Poland is in no hurry to join the eurozone, as the country's strong economic performance shows that for now it is better to keep its national currency – zloty, said the country's Finance Minister Andrzej Domanski in an interview with the Financial Times.
According to him, the arguments for adopting the euro have weakened, as the Polish economy is performing better than most economies in the eurozone:
"Our economy is currently performing significantly better than most of those that use the euro," Domanski said, adding that there is increasing data and research supporting the preservation of the zloty.

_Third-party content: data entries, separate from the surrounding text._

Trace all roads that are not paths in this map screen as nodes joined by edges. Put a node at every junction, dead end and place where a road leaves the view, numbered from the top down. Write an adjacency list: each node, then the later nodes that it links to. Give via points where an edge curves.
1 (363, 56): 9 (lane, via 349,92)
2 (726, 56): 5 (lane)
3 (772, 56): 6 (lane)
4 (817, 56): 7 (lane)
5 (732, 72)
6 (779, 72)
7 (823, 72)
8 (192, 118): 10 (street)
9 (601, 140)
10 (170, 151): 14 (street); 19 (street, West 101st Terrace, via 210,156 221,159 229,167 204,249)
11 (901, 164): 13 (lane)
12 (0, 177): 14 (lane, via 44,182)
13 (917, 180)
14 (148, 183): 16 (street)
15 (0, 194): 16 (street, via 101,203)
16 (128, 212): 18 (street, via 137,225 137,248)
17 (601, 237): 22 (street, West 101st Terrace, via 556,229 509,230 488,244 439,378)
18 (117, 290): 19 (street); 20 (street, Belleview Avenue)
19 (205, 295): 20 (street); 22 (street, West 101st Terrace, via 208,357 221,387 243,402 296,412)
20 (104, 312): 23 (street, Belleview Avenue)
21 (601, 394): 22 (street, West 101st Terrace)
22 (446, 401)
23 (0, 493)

Bulgaria, which entered the European Union (EU) three years after Poland, in 2007, became the 21st member of the eurozone this month, the "Financial Times" recalls. Poland is legally obliged to adopt the euro once it meets the convergence criteria, but the choice of the moment is a political decision and remains in the hands of Warsaw, the minister stressed.
He noted that public opinion is also in favor of retaining the national currency. Prime Minister Donald Tusk, who supported the introduction of the euro during his first term in 2008, abandoned this goal after the eurozone crisis and amid strong public and political resistance.
Since his return to power in October 2023, the zloty has appreciated against the euro, and opinion polls show a steady majority against adopting the single currency.
According to the latest figures from the International Monetary Fund (IMF), Poland's economy reached a size of around $1 trillion last year, placing it among the 20 largest economies in the world.
The Organisation for Economic Co-operation and Development (OECD) is forecasting growth of 3.4 percent this year - the highest among the EU countries included in its report. The European Commission (EC) expects Poland's budget deficit to narrow to 6.3 percent of GDP in 2026 from around 6.8 percent a year earlier, but the level remains above the 3 percent reference limit under the Maastricht criteria for joining the eurozone.
Domanski also said that public finances were improving thanks to a strong labor market and low unemployment, and that relations between the government and the central bank had stabilized.
At the same time, he criticized the tension between the executive branch and President Karol Nawrocki, warning that institutional conflicts could damage the country's credit rating.